Record extracts below:

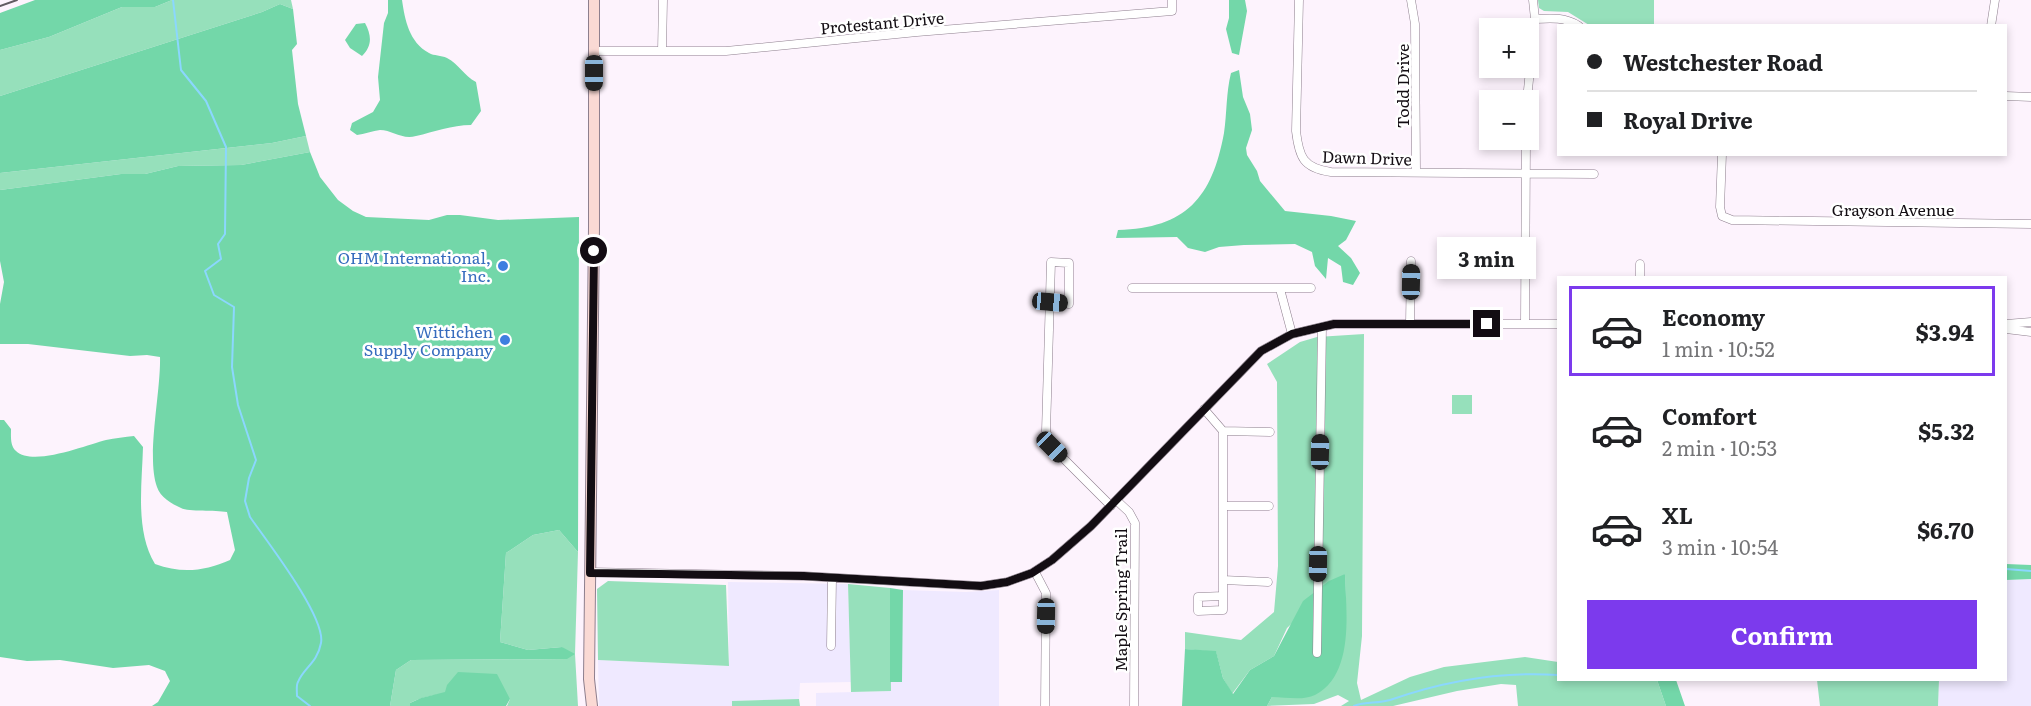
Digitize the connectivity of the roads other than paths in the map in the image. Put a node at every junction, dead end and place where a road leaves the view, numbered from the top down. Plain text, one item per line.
1 (594, 0) edge
2 (663, 0) edge
3 (1172, 0) edge
4 (1299, 0) edge
5 (1411, 0) edge
6 (1533, 0) edge
7 (1995, 0) edge
8 (1535, 18) edge
9 (1539, 18) edge
10 (1576, 24) edge
11 (1991, 24) edge
12 (594, 51) junction
13 (662, 51) junction
14 (2007, 96) edge
15 (2031, 97) edge
16 (1526, 150) edge
17 (1722, 156) edge
18 (1416, 172) junction
19 (1526, 174) junction
20 (1594, 174) dead end
21 (2031, 224) edge
22 (1411, 261) dead end
23 (1640, 264) dead end
24 (1640, 276) edge
25 (1132, 288) dead end
26 (1311, 288) dead end
27 (1280, 289) junction
28 (1050, 302) junction
29 (2031, 322) edge
30 (1525, 323) junction
31 (1410, 324) junction
32 (1557, 324) edge
33 (2007, 324) edge
34 (1322, 327) junction
35 (2007, 329) edge
36 (2031, 332) edge
37 (1292, 334) junction
38 (1204, 409) junction
39 (1223, 431) junction
40 (1270, 432) dead end
41 (1114, 503) junction
42 (1223, 506) junction
43 (1269, 506) dead end
44 (1035, 572) junction
45 (590, 573) junction
46 (832, 578) junction
47 (1223, 580) junction
48 (1268, 582) dead end
49 (1223, 596) dead end
50 (831, 646) dead end
51 (1317, 653) dead end
52 (592, 706) edge
53 (1045, 706) edge
54 (1134, 706) edge

1 - 12 street
2 - 13 street
3 - 13 street, Protestant Drive
4 - 18 street, Dawn Drive
5 - 18 street, Todd Drive
6 - 8 street
7 - 11 street
9 - 10 street
12 - 13 street, Protestant Drive
12 - 45 street
14 - 15 street
16 - 19 street
17 - 21 street, Grayson Avenue
18 - 19 street, Dawn Drive
19 - 20 street, Dawn Drive
19 - 30 street
22 - 31 street
23 - 24 street
25 - 27 street
26 - 27 street
27 - 37 street
28 - 28 street, Maple Spring Trail
28 - 41 street, Maple Spring Trail
29 - 33 street
30 - 31 street
30 - 32 street
31 - 34 street
34 - 37 street
34 - 51 street
35 - 36 street
37 - 38 street
38 - 39 street
38 - 41 street
39 - 40 street
39 - 42 street
41 - 44 street
41 - 54 street, Maple Spring Trail
42 - 43 street
42 - 47 street
44 - 46 street
44 - 53 street
45 - 46 street
45 - 52 street
46 - 50 street
47 - 48 street
47 - 49 street

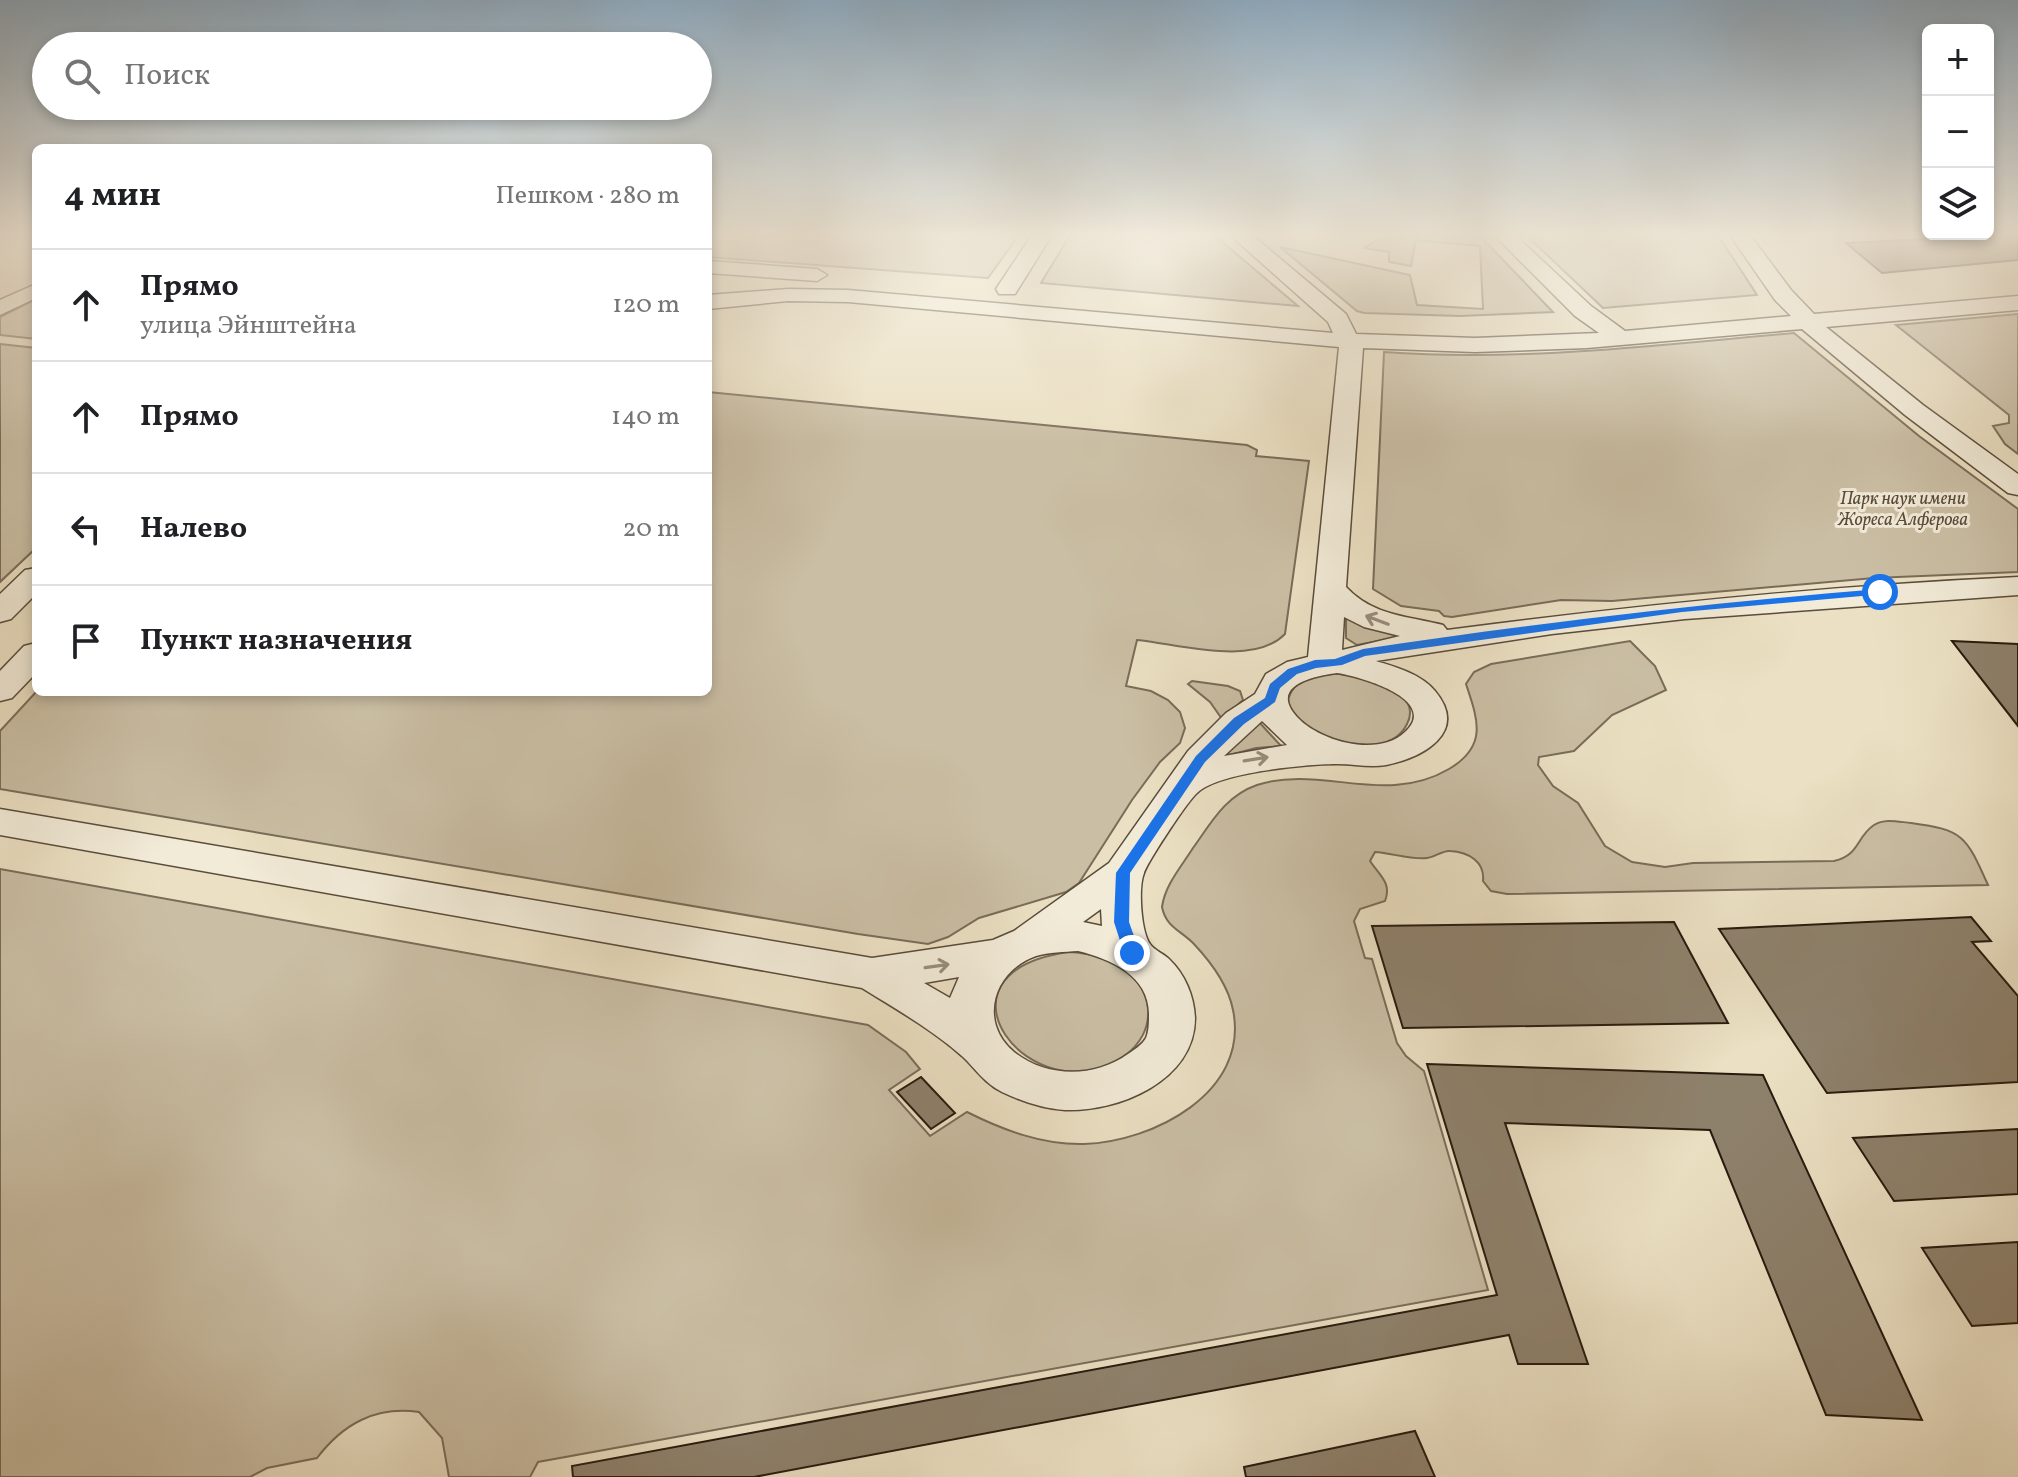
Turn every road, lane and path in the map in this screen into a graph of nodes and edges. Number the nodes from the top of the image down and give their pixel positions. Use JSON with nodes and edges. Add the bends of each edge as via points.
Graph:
{"nodes":[{"id":1,"x":963,"y":304,"type":"edge"},
{"id":2,"x":1129,"y":304,"type":"edge"},
{"id":3,"x":1315,"y":304,"type":"edge"},
{"id":4,"x":1577,"y":304,"type":"edge"},
{"id":5,"x":1795,"y":304,"type":"edge"},
{"id":6,"x":1991,"y":304,"type":"edge"},
{"id":7,"x":1811,"y":310,"type":"junction"},
{"id":8,"x":1630,"y":315,"type":"dead end"},
{"id":9,"x":1592,"y":318,"type":"junction"},
{"id":10,"x":1343,"y":330,"type":"junction"},
{"id":11,"x":1620,"y":338,"type":"junction"},
{"id":12,"x":2018,"y":487,"type":"edge"},
{"id":13,"x":32,"y":581,"type":"edge"},
{"id":14,"x":2018,"y":586,"type":"edge"},
{"id":15,"x":1329,"y":587,"type":"junction"},
{"id":16,"x":0,"y":612,"type":"edge"},
{"id":17,"x":1482,"y":635,"type":"junction"},
{"id":18,"x":32,"y":657,"type":"edge"},
{"id":19,"x":1331,"y":663,"type":"junction"},
{"id":20,"x":0,"y":691,"type":"edge"},
{"id":21,"x":1419,"y":695,"type":"junction"},
{"id":22,"x":1271,"y":699,"type":"junction"},
{"id":23,"x":1352,"y":755,"type":"junction"},
{"id":24,"x":1183,"y":783,"type":"junction"},
{"id":25,"x":0,"y":822,"type":"edge"},
{"id":26,"x":1123,"y":873,"type":"junction"},
{"id":27,"x":1011,"y":950,"type":"junction"},
{"id":28,"x":1132,"y":953,"type":"junction"},
{"id":29,"x":872,"y":974,"type":"junction"},
{"id":30,"x":979,"y":1044,"type":"junction"}],
"edges":[{"from":1,"to":10,"type":"street"},
{"from":2,"to":10,"type":"street"},
{"from":3,"to":10,"type":"street"},
{"from":4,"to":9,"type":"street"},
{"from":5,"to":7,"type":"street"},
{"from":6,"to":7,"type":"street"},
{"from":7,"to":11,"type":"street"},
{"from":7,"to":12,"type":"street","via":[[1914,410]]},
{"from":8,"to":9,"type":"street"},
{"from":9,"to":10,"type":"street"},
{"from":9,"to":11,"type":"street"},
{"from":10,"to":11,"type":"street","via":[[1475,345]]},
{"from":10,"to":15,"type":"street","via":[[1351,348]]},
{"from":13,"to":16,"type":"street"},
{"from":14,"to":17,"type":"street","via":[[1698,607]]},
{"from":17,"to":15,"type":"street","one_way":true,"via":[[1378,622],[1340,602]]},
{"from":15,"to":19,"type":"street"},
{"from":17,"to":19,"type":"street","via":[[1363,652]]},
{"from":17,"to":21,"type":"street","via":[[1441,656],[1427,670]]},
{"from":18,"to":20,"type":"street"},
{"from":19,"to":21,"type":"street","via":[[1393,675]]},
{"from":19,"to":22,"type":"street","via":[[1306,666],[1282,678]]},
{"from":21,"to":23,"type":"street","via":[[1429,718],[1419,739],[1391,753]]},
{"from":22,"to":23,"type":"street","via":[[1280,724],[1293,735]]},
{"from":22,"to":24,"type":"street","via":[[1209,749]]},
{"from":24,"to":23,"type":"street","one_way":true,"via":[[1258,758]]},
{"from":24,"to":26,"type":"street"},
{"from":25,"to":29,"type":"street"},
{"from":26,"to":27,"type":"street"},
{"from":26,"to":28,"type":"street","via":[[1121,922]]},
{"from":27,"to":28,"type":"street","via":[[1049,937],[1078,936]]},
{"from":29,"to":27,"type":"street","one_way":true},
{"from":27,"to":30,"type":"street","via":[[983,973],[971,995],[970,1019]]},
{"from":28,"to":30,"type":"street","via":[[1153,969],[1167,989],[1173,1011],[1171,1035],[1159,1056],[1139,1074],[1113,1087],[1050,1090],[1020,1080]]},
{"from":29,"to":30,"type":"street","via":[[930,1007]]}]}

End of Record extracts.

**Task brief:**
Please transcribe the entries exactly, omitting the images.

**Task output:**
Digitize the connectivity of the roads other than paths in the map in the image. Put a node at every junction, dead end and place where a road leaves the view, numbered from the top down. Plain text, one item per line.
1 (594, 0) edge
2 (663, 0) edge
3 (1172, 0) edge
4 (1299, 0) edge
5 (1411, 0) edge
6 (1533, 0) edge
7 (1995, 0) edge
8 (1535, 18) edge
9 (1539, 18) edge
10 (1576, 24) edge
11 (1991, 24) edge
12 (594, 51) junction
13 (662, 51) junction
14 (2007, 96) edge
15 (2031, 97) edge
16 (1526, 150) edge
17 (1722, 156) edge
18 (1416, 172) junction
19 (1526, 174) junction
20 (1594, 174) dead end
21 (2031, 224) edge
22 (1411, 261) dead end
23 (1640, 264) dead end
24 (1640, 276) edge
25 (1132, 288) dead end
26 (1311, 288) dead end
27 (1280, 289) junction
28 (1050, 302) junction
29 (2031, 322) edge
30 (1525, 323) junction
31 (1410, 324) junction
32 (1557, 324) edge
33 (2007, 324) edge
34 (1322, 327) junction
35 (2007, 329) edge
36 (2031, 332) edge
37 (1292, 334) junction
38 (1204, 409) junction
39 (1223, 431) junction
40 (1270, 432) dead end
41 (1114, 503) junction
42 (1223, 506) junction
43 (1269, 506) dead end
44 (1035, 572) junction
45 (590, 573) junction
46 (832, 578) junction
47 (1223, 580) junction
48 (1268, 582) dead end
49 (1223, 596) dead end
50 (831, 646) dead end
51 (1317, 653) dead end
52 (592, 706) edge
53 (1045, 706) edge
54 (1134, 706) edge

1 - 12 street
2 - 13 street
3 - 13 street, Protestant Drive
4 - 18 street, Dawn Drive
5 - 18 street, Todd Drive
6 - 8 street
7 - 11 street
9 - 10 street
12 - 13 street, Protestant Drive
12 - 45 street
14 - 15 street
16 - 19 street
17 - 21 street, Grayson Avenue
18 - 19 street, Dawn Drive
19 - 20 street, Dawn Drive
19 - 30 street
22 - 31 street
23 - 24 street
25 - 27 street
26 - 27 street
27 - 37 street
28 - 28 street, Maple Spring Trail
28 - 41 street, Maple Spring Trail
29 - 33 street
30 - 31 street
30 - 32 street
31 - 34 street
34 - 37 street
34 - 51 street
35 - 36 street
37 - 38 street
38 - 39 street
38 - 41 street
39 - 40 street
39 - 42 street
41 - 44 street
41 - 54 street, Maple Spring Trail
42 - 43 street
42 - 47 street
44 - 46 street
44 - 53 street
45 - 46 street
45 - 52 street
46 - 50 street
47 - 48 street
47 - 49 street

Turn every road, lane and path in the map in this screen into a graph of nodes and edges. Number the nodes from the top of the image down and give their pixel positions. Use JSON with nodes and edges. Add the bends of each edge as via points.
Graph:
{"nodes":[{"id":1,"x":963,"y":304,"type":"edge"},
{"id":2,"x":1129,"y":304,"type":"edge"},
{"id":3,"x":1315,"y":304,"type":"edge"},
{"id":4,"x":1577,"y":304,"type":"edge"},
{"id":5,"x":1795,"y":304,"type":"edge"},
{"id":6,"x":1991,"y":304,"type":"edge"},
{"id":7,"x":1811,"y":310,"type":"junction"},
{"id":8,"x":1630,"y":315,"type":"dead end"},
{"id":9,"x":1592,"y":318,"type":"junction"},
{"id":10,"x":1343,"y":330,"type":"junction"},
{"id":11,"x":1620,"y":338,"type":"junction"},
{"id":12,"x":2018,"y":487,"type":"edge"},
{"id":13,"x":32,"y":581,"type":"edge"},
{"id":14,"x":2018,"y":586,"type":"edge"},
{"id":15,"x":1329,"y":587,"type":"junction"},
{"id":16,"x":0,"y":612,"type":"edge"},
{"id":17,"x":1482,"y":635,"type":"junction"},
{"id":18,"x":32,"y":657,"type":"edge"},
{"id":19,"x":1331,"y":663,"type":"junction"},
{"id":20,"x":0,"y":691,"type":"edge"},
{"id":21,"x":1419,"y":695,"type":"junction"},
{"id":22,"x":1271,"y":699,"type":"junction"},
{"id":23,"x":1352,"y":755,"type":"junction"},
{"id":24,"x":1183,"y":783,"type":"junction"},
{"id":25,"x":0,"y":822,"type":"edge"},
{"id":26,"x":1123,"y":873,"type":"junction"},
{"id":27,"x":1011,"y":950,"type":"junction"},
{"id":28,"x":1132,"y":953,"type":"junction"},
{"id":29,"x":872,"y":974,"type":"junction"},
{"id":30,"x":979,"y":1044,"type":"junction"}],
"edges":[{"from":1,"to":10,"type":"street"},
{"from":2,"to":10,"type":"street"},
{"from":3,"to":10,"type":"street"},
{"from":4,"to":9,"type":"street"},
{"from":5,"to":7,"type":"street"},
{"from":6,"to":7,"type":"street"},
{"from":7,"to":11,"type":"street"},
{"from":7,"to":12,"type":"street","via":[[1914,410]]},
{"from":8,"to":9,"type":"street"},
{"from":9,"to":10,"type":"street"},
{"from":9,"to":11,"type":"street"},
{"from":10,"to":11,"type":"street","via":[[1475,345]]},
{"from":10,"to":15,"type":"street","via":[[1351,348]]},
{"from":13,"to":16,"type":"street"},
{"from":14,"to":17,"type":"street","via":[[1698,607]]},
{"from":17,"to":15,"type":"street","one_way":true,"via":[[1378,622],[1340,602]]},
{"from":15,"to":19,"type":"street"},
{"from":17,"to":19,"type":"street","via":[[1363,652]]},
{"from":17,"to":21,"type":"street","via":[[1441,656],[1427,670]]},
{"from":18,"to":20,"type":"street"},
{"from":19,"to":21,"type":"street","via":[[1393,675]]},
{"from":19,"to":22,"type":"street","via":[[1306,666],[1282,678]]},
{"from":21,"to":23,"type":"street","via":[[1429,718],[1419,739],[1391,753]]},
{"from":22,"to":23,"type":"street","via":[[1280,724],[1293,735]]},
{"from":22,"to":24,"type":"street","via":[[1209,749]]},
{"from":24,"to":23,"type":"street","one_way":true,"via":[[1258,758]]},
{"from":24,"to":26,"type":"street"},
{"from":25,"to":29,"type":"street"},
{"from":26,"to":27,"type":"street"},
{"from":26,"to":28,"type":"street","via":[[1121,922]]},
{"from":27,"to":28,"type":"street","via":[[1049,937],[1078,936]]},
{"from":29,"to":27,"type":"street","one_way":true},
{"from":27,"to":30,"type":"street","via":[[983,973],[971,995],[970,1019]]},
{"from":28,"to":30,"type":"street","via":[[1153,969],[1167,989],[1173,1011],[1171,1035],[1159,1056],[1139,1074],[1113,1087],[1050,1090],[1020,1080]]},
{"from":29,"to":30,"type":"street","via":[[930,1007]]}]}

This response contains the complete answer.